M. Laurent Nunez, ministre de l'intérieur. Monsieur le sénateur, je vous remercie d'avoir participé à ce déplacement dans le Cher, territoire que je connais bien, et plus particulièrement dans le secteur où s'est tenue cette rave-party.
Le constat que vous dressez correspond à la réalité observée sur place : ce rassemblement musical illégal était tout sauf une fête. Les dégradations et les dommages, notamment subis par les agriculteurs, se révèlent considérables.
Mme Mathilde Ollivier. Quelles dégradations ?
M. Laurent Nunez, ministre. Je les déplore totalement et tiens à remercier le préfet, les forces de sécurité, le commandant de groupement, le directeur par intérim du service départemental d'incendie et de secours (Sdis), ainsi que l'ensemble des acteurs de la sécurité civile, qui ont rapidement mis en place un dispositif de sécurisation autour du site.

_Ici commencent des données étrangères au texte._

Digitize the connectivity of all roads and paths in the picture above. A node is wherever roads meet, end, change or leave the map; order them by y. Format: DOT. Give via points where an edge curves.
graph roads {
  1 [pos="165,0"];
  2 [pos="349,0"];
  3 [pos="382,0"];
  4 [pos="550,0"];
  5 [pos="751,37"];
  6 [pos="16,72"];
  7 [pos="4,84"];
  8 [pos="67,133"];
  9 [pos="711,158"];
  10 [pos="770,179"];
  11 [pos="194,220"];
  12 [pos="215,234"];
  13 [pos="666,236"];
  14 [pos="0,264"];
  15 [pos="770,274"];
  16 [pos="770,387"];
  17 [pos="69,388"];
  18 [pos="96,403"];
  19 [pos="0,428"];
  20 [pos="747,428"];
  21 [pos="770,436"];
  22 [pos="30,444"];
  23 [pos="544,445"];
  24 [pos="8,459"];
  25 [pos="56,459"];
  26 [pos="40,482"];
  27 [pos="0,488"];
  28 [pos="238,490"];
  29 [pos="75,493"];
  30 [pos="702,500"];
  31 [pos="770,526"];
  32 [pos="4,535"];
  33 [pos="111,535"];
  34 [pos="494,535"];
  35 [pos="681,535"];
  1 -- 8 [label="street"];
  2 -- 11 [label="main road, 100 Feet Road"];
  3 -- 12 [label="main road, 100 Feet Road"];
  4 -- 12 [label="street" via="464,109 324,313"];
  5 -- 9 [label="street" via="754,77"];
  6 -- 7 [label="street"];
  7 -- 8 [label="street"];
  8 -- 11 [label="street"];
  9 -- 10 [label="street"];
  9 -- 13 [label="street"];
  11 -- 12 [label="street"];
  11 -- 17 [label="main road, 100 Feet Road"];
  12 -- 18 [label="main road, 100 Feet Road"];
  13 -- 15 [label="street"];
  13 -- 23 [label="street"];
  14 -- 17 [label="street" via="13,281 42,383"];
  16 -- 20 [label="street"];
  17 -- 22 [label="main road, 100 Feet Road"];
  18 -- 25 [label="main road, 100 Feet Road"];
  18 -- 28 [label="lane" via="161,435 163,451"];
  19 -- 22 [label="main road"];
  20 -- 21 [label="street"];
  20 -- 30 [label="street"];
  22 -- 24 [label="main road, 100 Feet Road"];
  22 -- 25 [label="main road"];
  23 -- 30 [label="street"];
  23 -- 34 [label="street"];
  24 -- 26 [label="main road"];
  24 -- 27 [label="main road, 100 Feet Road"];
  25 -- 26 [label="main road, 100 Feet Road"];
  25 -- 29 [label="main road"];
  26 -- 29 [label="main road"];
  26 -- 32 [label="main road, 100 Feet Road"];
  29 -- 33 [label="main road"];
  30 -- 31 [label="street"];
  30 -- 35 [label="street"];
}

Conformément à mes instructions, des contrôles systématiques ont été opérés à la sortie du site, donnant lieu à des milliers de verbalisations. Le parquet a saisi la section de recherches de la gendarmerie ; des investigations sont en cours. Les organisateurs de ce rassemblement seront retrouvés, confondus et poursuivis en justice.
J'ai également demandé la saisie du matériel, opération rendue difficile par des conditions particulièrement tendues. Six gendarmes ont été blessés la nuit précédente ; je tiens à leur adresser une pensée. Près de 700 mètres cubes de matériel ont été saisis - soit la quasi-totalité : c'est complètement inédit, ce n'était jamais arrivé !

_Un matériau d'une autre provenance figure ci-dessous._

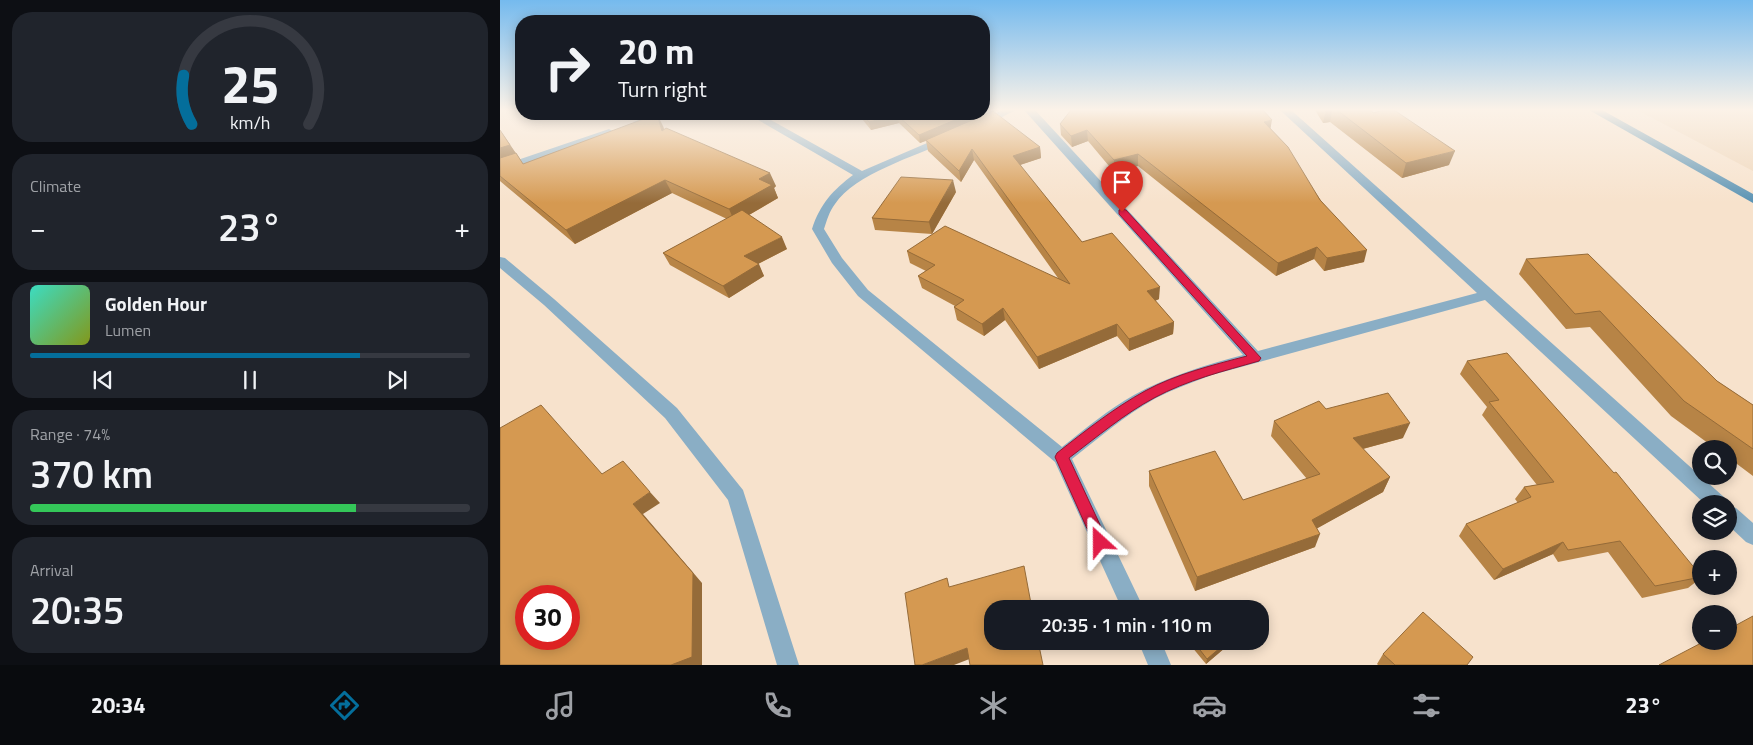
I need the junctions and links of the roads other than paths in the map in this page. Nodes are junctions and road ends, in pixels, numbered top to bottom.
1 (582, 141) edge
2 (801, 141) edge
3 (939, 141) edge
4 (1057, 141) edge
5 (1319, 141) edge
6 (1649, 141) edge
7 (500, 170) edge
8 (861, 175) junction
9 (1753, 199) edge
10 (500, 261) edge
11 (1487, 295) junction
12 (1255, 358) junction
13 (1062, 457) junction
14 (1708, 495) edge
15 (1737, 521) edge
16 (1753, 536) edge
17 (1129, 600) edge
18 (1153, 650) edge
19 (788, 665) edge
20 (1160, 665) edge

1 - 7 street
2 - 8 street
3 - 8 street
4 - 12 street
5 - 11 street
6 - 9 main road
8 - 13 street
10 - 19 street
11 - 12 street
11 - 14 street
12 - 13 street
13 - 17 street
15 - 16 street
18 - 20 street

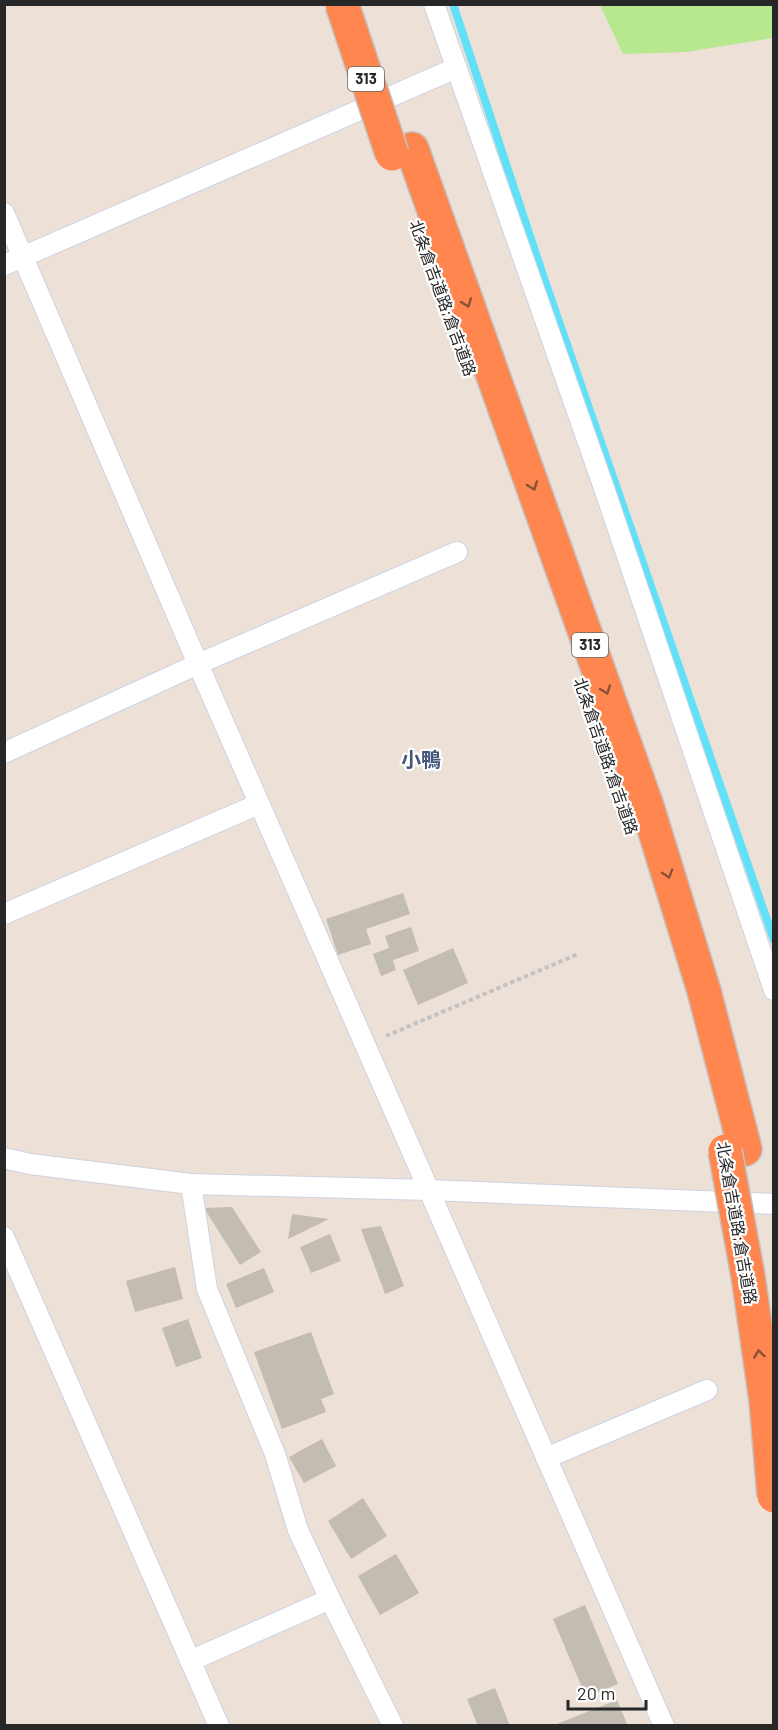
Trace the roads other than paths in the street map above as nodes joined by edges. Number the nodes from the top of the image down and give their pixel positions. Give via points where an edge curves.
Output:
1 (342, 4) edge
2 (362, 4) edge
3 (434, 4) edge
4 (456, 68) junction
5 (402, 152) junction
6 (4, 213) edge
7 (24, 257) junction
8 (4, 265) edge
9 (457, 552) dead end
10 (198, 664) junction
11 (4, 753) edge
12 (259, 804) junction
13 (4, 914) edge
14 (774, 990) edge
15 (735, 1150) junction
16 (4, 1158) edge
17 (191, 1184) junction
18 (430, 1190) junction
19 (774, 1204) edge
20 (4, 1237) edge
21 (774, 1324) edge
22 (707, 1390) dead end
23 (546, 1458) junction
24 (774, 1496) edge
25 (330, 1599) junction
26 (190, 1661) junction
27 (219, 1725) edge
28 (393, 1725) edge
29 (664, 1725) edge

1 - 5 highway, 北条倉吉道路;倉吉道路 / 313, bridge
2 - 5 highway, 北条倉吉道路;倉吉道路 / 313
3 - 4 street
4 - 7 street
4 - 14 street via 608,499
5 - 15 highway, 北条倉吉道路;倉吉道路 / 313 via 626,813
6 - 7 street
7 - 8 street
7 - 10 street
9 - 10 street
10 - 11 street
10 - 12 street
12 - 13 street
12 - 18 street
15 - 21 highway, 北条倉吉道路;倉吉道路 / 313
24 -> 15 highway, 北条倉吉道路;倉吉道路 / 313, bridge
16 - 17 street
17 - 18 street
17 - 25 street via 207,1289 275,1454 298,1530
18 - 19 street
18 - 23 street
20 - 26 street
22 - 23 street
23 - 29 street
25 - 26 street
25 - 28 street
26 - 27 street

Pour l'avenir, le Sénat sera prochainement saisi du projet de loi « Ripost », que j'ai présenté hier devant la commission des lois. Ce texte prévoit un durcissement significatif des sanctions pénales : l'organisation d'un tel rassemblement constituera désormais un délit, alors qu'elle relève actuellement d'une simple contravention. La participation elle-même sera également érigée en délit. Il n'est pas admissible que des individus puissent occuper, durant trois ou quatre jours, un terrain militaire, comme cela s'est produit à Cornus, dans le département du Cher, et ne s'exposent qu'à une contravention de 135 euros, assimilable à une simple infraction routière. Une telle situation ne saurait perdurer. Le Gouvernement proposera donc d'ériger ces faits en délit, afin de renforcer significativement la réponse pénale.
La situation des agriculteurs rencontrés fera l'objet d'un examen attentif, notamment quant à l'indemnisation des dommages subis. (M. François Patriat applaudit.)